(Required work):
Count the lines in the entries below that include the word "Forest". Give nothing but the number.

(Data records):
##########

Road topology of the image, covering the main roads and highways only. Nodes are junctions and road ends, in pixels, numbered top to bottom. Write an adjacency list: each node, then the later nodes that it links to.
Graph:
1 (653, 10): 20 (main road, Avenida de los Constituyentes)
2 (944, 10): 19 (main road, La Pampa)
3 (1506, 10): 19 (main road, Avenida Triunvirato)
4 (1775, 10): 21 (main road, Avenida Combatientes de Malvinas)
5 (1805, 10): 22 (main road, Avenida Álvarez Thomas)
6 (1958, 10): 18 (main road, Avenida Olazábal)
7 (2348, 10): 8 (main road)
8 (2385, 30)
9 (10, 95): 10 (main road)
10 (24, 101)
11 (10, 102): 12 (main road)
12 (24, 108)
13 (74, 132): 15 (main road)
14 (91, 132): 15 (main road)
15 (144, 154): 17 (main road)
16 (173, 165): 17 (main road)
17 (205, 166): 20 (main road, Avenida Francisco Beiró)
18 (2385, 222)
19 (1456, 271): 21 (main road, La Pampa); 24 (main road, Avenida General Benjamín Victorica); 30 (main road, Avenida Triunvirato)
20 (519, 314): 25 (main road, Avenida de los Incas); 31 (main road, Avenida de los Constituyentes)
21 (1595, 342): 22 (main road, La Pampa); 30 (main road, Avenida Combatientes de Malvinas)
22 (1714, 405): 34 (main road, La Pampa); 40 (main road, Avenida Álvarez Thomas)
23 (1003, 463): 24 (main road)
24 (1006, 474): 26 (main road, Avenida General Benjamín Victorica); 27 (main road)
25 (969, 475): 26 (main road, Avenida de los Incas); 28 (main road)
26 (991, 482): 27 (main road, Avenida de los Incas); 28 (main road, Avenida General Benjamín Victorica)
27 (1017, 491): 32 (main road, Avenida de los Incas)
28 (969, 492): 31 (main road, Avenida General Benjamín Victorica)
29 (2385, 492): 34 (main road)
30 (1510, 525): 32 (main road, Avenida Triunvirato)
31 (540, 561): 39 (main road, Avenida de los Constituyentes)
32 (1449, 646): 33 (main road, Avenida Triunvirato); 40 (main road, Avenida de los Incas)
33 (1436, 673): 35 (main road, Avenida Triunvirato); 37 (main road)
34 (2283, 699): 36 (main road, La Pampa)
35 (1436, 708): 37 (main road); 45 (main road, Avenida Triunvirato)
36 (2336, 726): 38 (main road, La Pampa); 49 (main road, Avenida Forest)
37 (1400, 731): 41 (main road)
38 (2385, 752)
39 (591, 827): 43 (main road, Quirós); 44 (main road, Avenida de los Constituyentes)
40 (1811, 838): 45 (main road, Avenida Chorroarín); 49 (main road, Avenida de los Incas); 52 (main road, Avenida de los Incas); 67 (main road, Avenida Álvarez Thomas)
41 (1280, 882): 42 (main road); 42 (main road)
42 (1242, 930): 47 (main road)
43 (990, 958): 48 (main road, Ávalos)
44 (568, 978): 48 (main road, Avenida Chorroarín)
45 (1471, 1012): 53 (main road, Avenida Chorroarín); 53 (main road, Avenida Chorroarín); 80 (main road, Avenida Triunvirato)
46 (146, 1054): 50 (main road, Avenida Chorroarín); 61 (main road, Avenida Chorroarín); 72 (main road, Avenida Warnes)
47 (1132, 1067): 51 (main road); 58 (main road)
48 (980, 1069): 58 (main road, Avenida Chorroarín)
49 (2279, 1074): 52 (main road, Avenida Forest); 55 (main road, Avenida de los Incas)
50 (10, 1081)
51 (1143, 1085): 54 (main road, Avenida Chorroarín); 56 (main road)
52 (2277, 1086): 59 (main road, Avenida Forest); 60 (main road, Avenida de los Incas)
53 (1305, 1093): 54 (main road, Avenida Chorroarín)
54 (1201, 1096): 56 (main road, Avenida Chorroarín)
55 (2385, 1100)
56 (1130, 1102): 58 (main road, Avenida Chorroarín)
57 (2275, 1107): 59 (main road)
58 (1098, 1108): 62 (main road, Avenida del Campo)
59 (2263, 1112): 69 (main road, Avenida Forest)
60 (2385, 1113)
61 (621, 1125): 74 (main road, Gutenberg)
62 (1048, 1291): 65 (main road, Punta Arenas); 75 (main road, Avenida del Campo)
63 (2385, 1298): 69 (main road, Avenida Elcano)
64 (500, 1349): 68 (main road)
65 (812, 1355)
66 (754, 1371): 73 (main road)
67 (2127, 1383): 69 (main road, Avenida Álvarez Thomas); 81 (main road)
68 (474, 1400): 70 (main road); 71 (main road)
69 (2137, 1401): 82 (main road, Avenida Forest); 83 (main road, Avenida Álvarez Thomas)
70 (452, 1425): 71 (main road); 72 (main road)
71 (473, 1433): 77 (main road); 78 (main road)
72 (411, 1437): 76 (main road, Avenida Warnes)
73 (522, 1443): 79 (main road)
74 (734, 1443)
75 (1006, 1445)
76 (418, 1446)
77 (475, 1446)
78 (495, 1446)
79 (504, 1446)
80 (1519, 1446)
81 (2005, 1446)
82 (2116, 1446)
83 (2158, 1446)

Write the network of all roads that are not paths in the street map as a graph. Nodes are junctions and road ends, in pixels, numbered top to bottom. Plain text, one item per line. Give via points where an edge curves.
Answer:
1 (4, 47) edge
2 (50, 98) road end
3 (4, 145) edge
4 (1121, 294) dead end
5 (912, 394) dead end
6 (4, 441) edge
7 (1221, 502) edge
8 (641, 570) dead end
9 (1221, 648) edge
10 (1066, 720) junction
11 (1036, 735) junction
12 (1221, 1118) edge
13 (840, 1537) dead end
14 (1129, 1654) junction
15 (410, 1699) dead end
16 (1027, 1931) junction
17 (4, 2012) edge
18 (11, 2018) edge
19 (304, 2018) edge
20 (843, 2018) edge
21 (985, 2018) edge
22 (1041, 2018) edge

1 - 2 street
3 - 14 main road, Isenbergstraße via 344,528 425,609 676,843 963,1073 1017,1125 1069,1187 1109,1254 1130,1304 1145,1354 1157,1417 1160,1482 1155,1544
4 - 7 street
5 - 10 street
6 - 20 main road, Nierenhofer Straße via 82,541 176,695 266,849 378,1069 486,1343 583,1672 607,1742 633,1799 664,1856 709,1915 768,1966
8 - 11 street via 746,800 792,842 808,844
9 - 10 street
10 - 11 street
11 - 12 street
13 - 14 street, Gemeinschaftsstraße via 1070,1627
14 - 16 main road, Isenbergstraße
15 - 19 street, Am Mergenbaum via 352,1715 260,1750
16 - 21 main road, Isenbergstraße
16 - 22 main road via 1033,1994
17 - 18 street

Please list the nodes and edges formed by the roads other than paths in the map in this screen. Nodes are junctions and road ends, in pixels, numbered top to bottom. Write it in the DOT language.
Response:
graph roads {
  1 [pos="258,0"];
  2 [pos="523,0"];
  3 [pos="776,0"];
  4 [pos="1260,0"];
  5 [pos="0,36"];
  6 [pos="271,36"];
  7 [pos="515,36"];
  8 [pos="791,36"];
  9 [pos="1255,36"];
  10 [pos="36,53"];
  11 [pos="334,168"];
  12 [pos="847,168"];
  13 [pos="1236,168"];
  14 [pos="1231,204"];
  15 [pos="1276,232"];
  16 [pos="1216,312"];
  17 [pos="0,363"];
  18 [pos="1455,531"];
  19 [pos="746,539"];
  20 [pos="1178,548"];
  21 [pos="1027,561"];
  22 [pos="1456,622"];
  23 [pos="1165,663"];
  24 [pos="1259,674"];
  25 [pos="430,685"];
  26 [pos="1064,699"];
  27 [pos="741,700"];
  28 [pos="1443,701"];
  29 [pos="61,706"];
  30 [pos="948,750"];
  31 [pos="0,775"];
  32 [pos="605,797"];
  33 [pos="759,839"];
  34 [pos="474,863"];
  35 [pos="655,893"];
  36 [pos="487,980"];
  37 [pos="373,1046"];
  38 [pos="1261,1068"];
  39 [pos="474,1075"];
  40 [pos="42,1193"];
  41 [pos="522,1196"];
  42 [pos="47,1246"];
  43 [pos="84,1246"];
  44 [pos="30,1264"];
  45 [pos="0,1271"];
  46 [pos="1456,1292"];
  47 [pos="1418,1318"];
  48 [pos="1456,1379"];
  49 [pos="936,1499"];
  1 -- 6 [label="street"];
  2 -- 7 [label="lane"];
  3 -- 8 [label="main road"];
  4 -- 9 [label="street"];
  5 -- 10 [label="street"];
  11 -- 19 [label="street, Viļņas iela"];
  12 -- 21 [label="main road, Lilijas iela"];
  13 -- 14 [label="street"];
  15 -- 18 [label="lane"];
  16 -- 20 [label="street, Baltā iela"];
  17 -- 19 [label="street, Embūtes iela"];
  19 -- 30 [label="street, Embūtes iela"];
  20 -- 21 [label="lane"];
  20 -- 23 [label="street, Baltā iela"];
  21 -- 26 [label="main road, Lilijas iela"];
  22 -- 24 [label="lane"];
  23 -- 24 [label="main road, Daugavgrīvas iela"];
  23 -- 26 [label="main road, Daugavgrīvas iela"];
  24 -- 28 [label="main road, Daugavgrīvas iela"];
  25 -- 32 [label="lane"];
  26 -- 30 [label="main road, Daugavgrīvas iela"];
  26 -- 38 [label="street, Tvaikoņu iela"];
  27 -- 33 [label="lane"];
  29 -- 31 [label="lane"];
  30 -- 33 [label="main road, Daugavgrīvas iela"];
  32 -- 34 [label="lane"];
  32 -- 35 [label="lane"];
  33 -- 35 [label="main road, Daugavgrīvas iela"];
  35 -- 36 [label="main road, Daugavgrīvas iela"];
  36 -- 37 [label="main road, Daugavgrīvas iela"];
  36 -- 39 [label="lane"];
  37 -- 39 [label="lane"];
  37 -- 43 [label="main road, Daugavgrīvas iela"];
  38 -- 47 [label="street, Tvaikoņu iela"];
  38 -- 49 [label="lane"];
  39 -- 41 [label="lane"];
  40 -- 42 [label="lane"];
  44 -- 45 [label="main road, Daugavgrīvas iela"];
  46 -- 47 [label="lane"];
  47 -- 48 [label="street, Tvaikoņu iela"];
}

##########

(Response):
5